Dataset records
-=-=-

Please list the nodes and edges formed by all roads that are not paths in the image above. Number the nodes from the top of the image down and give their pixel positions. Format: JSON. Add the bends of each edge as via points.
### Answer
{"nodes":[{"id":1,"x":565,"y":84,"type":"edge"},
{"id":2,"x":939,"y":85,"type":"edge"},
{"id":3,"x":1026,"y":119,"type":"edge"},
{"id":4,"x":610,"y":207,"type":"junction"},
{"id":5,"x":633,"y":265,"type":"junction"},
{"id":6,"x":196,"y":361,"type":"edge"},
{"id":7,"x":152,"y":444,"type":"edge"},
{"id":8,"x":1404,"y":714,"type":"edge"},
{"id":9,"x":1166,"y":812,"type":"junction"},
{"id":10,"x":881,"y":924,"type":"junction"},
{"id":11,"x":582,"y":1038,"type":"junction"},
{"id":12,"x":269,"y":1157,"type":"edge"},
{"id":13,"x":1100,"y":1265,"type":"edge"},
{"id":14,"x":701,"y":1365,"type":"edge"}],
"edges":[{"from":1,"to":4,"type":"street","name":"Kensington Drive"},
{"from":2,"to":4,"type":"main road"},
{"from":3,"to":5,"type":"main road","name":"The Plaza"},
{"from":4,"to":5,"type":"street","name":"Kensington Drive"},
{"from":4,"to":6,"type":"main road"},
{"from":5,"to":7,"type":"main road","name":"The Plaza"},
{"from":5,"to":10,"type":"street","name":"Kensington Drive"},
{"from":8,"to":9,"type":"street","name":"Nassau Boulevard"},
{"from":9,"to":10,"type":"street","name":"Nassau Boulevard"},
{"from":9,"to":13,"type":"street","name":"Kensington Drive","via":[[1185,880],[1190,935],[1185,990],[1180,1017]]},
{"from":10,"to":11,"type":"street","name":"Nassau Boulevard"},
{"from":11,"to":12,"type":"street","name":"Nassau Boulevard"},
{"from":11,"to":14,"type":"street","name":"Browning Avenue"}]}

-=-=-

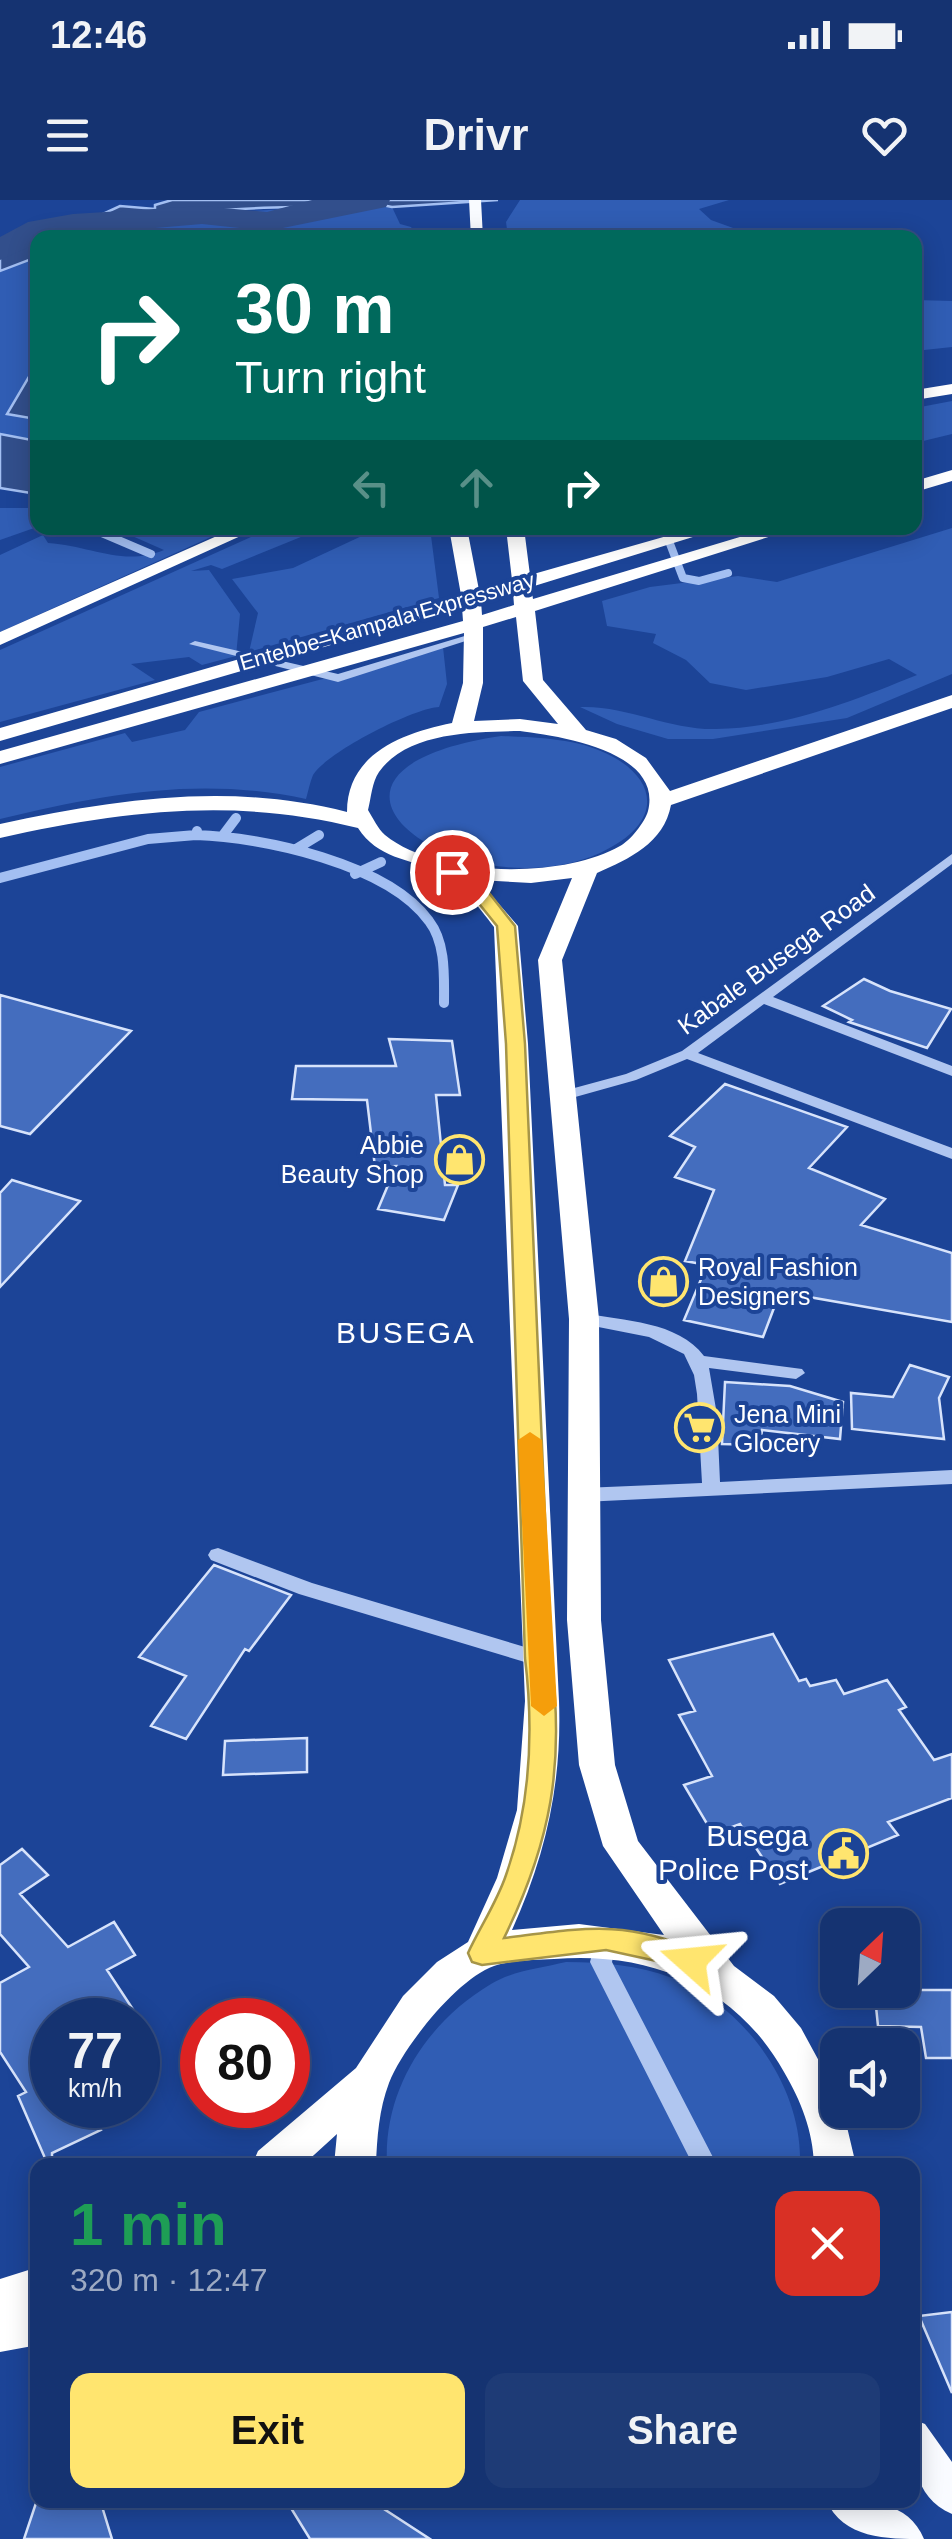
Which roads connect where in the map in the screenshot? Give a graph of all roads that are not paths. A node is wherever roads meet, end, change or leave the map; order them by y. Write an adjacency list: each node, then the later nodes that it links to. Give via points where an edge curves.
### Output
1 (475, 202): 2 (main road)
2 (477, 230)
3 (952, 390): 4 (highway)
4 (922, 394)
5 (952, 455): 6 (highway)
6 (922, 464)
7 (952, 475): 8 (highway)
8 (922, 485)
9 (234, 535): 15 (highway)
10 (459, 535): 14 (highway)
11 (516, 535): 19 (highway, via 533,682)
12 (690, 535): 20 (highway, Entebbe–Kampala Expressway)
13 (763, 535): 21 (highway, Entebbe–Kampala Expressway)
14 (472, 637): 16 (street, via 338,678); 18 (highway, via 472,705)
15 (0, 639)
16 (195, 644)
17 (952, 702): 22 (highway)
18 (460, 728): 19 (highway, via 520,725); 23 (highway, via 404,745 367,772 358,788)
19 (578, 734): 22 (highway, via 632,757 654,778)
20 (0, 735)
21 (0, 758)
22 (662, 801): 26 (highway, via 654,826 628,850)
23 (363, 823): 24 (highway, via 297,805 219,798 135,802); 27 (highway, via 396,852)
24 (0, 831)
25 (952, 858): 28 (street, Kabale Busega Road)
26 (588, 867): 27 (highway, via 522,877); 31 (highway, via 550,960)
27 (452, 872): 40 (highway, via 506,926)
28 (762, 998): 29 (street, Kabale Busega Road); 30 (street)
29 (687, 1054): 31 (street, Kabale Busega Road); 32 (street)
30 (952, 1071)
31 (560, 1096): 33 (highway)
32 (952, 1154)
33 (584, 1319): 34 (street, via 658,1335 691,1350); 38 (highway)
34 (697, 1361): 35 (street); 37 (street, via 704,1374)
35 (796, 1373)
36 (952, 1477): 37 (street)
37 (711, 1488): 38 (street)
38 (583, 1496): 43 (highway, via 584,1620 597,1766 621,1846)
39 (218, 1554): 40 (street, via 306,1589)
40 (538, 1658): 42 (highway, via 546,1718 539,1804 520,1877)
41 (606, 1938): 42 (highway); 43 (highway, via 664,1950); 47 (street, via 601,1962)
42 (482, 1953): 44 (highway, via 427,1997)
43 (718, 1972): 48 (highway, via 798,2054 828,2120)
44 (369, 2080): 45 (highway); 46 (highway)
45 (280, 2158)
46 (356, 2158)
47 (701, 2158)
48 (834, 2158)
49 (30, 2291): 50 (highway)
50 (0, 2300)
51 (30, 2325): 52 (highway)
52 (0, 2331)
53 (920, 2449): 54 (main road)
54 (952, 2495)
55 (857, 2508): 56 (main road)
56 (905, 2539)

-=-=-

* **Work instructions**: Count how many lines in the records above hold the word "Boulevard", and answer with that number alone.

* **Worked solution**: 4